The results were notable when compared with the prescribing habits of doctors in hospitals where medical reps were not prohibited from accessing them or offering gift items, the research further revealed.
Less Access To Doctors, Fewer Brand-Name Prescriptions
Pharmaceutical companies commonly promote medications to doctors during sales visits, which may involve offering gifts such as free meals and samples. The practice is known as “detailing.”
“There has long been concern that drug marketing to physicians might influence their prescribing, including — and maybe especially — for psychiatric drugs,” said Michael Schoenbaum, study author and a scientist at the National Institute of Mental Health, in a statement.
Conflicts of interest have existed in the medical field, but recent crackdowns by academic medical centers as well as a couple of lawsuits have turned the attention back to how these relationships between doctors and pharma reps affect prescribing.
The new teaching hospital study covered January 2006 to June 2012 and 19 centers across five U.S. states, where drug reps’ visits were limited or restricted in various ways. The team then compared prescriptions from over 2,000 doctors from those centers with more than 24,000 peers with similar traits who were not subjected to the same limits.
More than 16 million prescriptions were included in the analysis, encompassing major drug classes including lipid-lowering drugs, gastroesophageal reflux disease drugs, anti-diabetic agents, antihypertensive drugs, sleep aids, attention deficit hyperactivity disorder drugs, antidepressant drugs, and antipsychotic drugs.
The findings: policies governing detailing were linked to a 1.67 percentage point reduction in market share for the average promoted medication. Prior to these rules, the average drug landed a 19.3 percent market share.
The decline in prescriptions of detailed drugs was most significant at centers with the strictest policies, including banning sales reps in patient care segments as well as slapping penalties for violators.
The market share of prescribed non-detailed drugs, on the other hand, climbed 0.84 percentage point, or a relative 5.6 percent increase.
How Policy Restricting 'Detailing’ Affects Prescribing
"These weren't terribly onerous restrictions, yet at the same time, they changed prescribing in a way that has really significant cost implications," said Ian Larkin, study author and assistant professor of strategy at UCLA.

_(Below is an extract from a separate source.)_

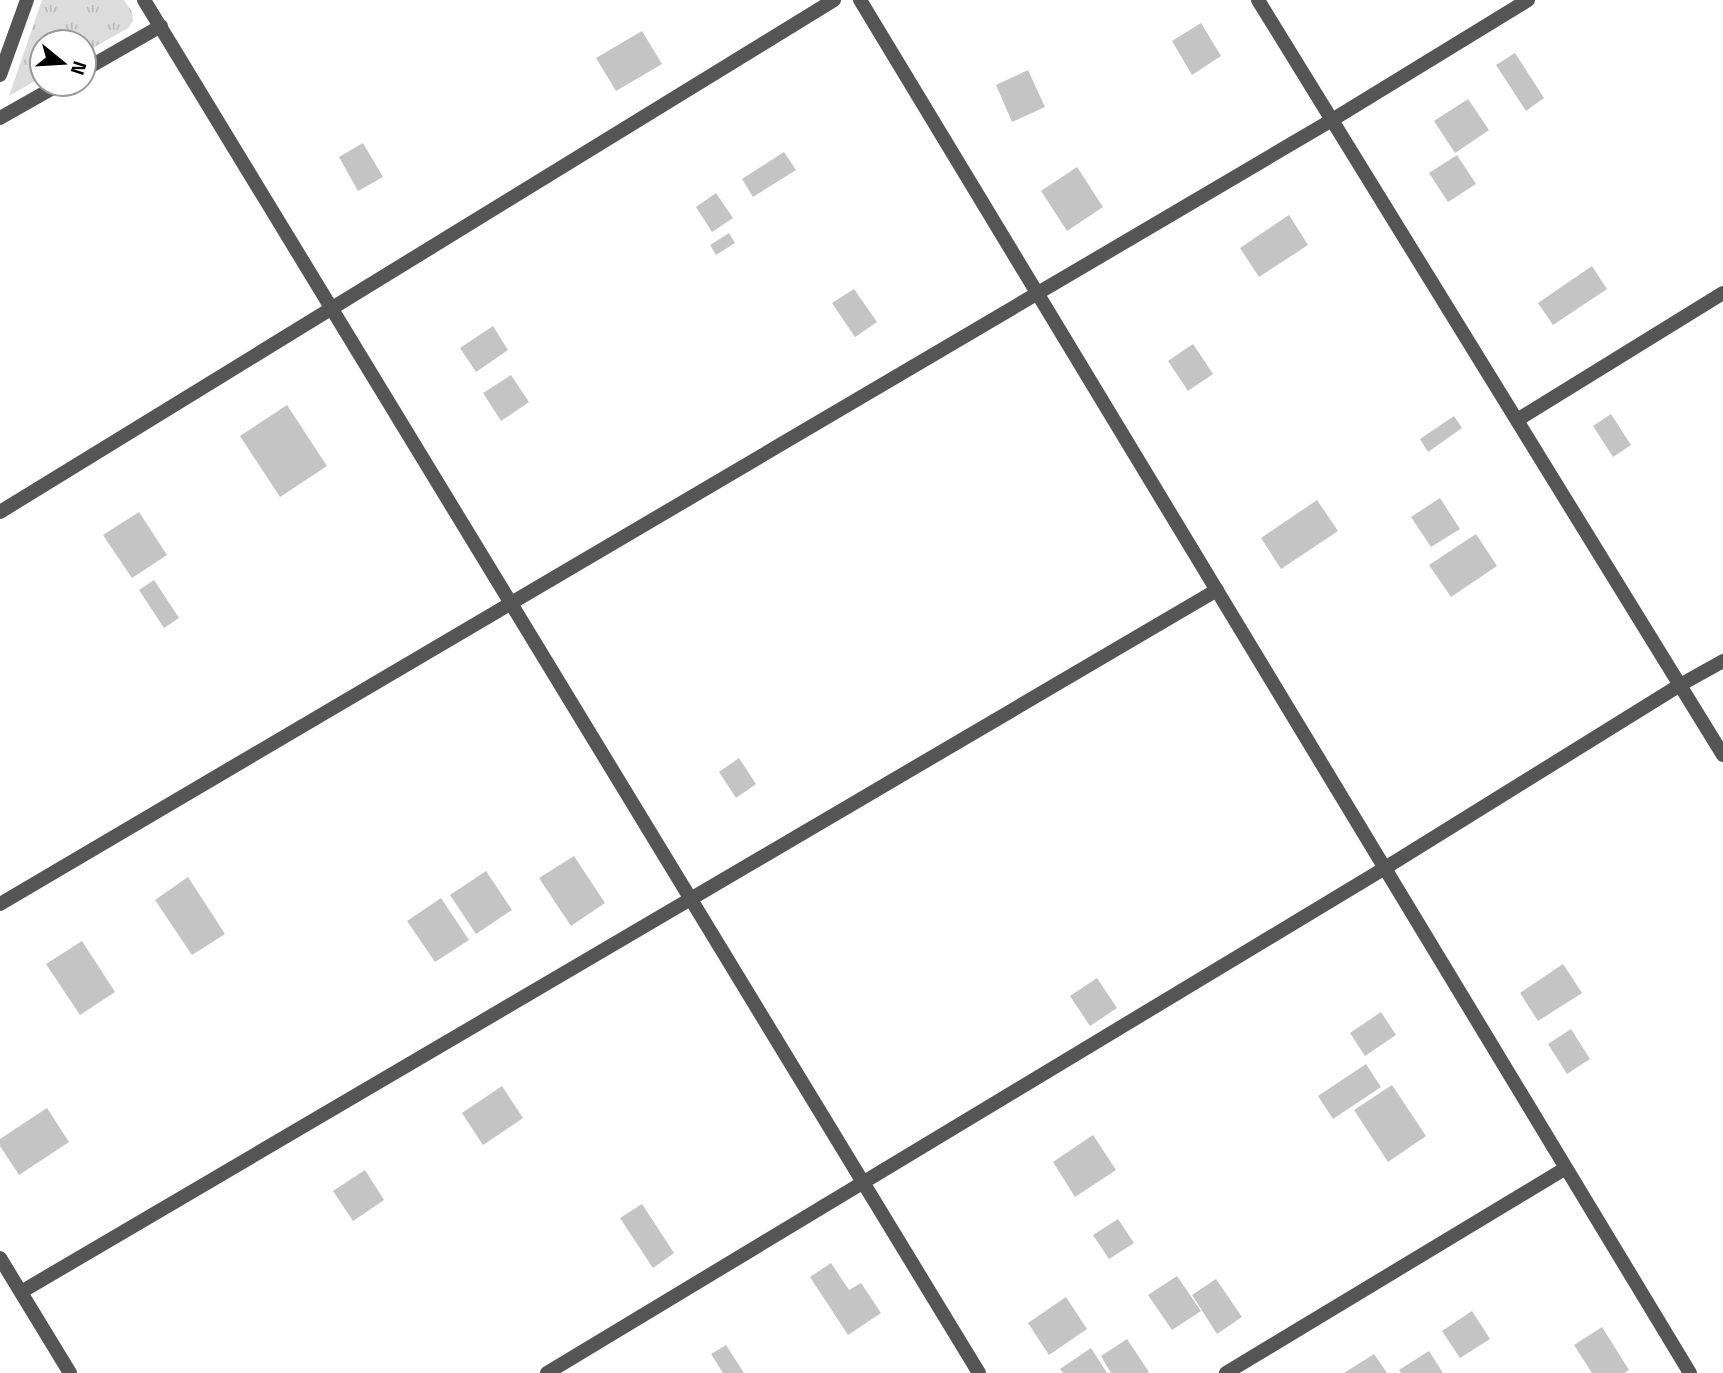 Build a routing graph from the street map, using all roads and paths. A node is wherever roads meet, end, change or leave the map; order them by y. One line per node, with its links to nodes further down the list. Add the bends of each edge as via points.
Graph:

Stanford University, among the early adopters of restrictive policies on detailing, was among the centers that did not reflect statistically significant changes. Back in 2010, ProPublica – which has tracked payments to doctors for the last 6.5 years – disclosed how Stanford was hardly enforcing its rules, and from there Stanford doctors prescribed fewer promoted medications but with less-than-significant results.
Some teaching hospitals had policies in place but with less impact than the researchers thought, Larkin added.
An accompanying editorial recommended alternative ways to educate physicians on drugs besides a general dependence on pharmaceutical company promotions. Patient costs can be lowered and conflicts of interest can be minimized when these alternatives are considered, wrote UC San Francisco’s Colette DeJong and Dr. R. Adams.
The findings have been discussed in the journal JAMA.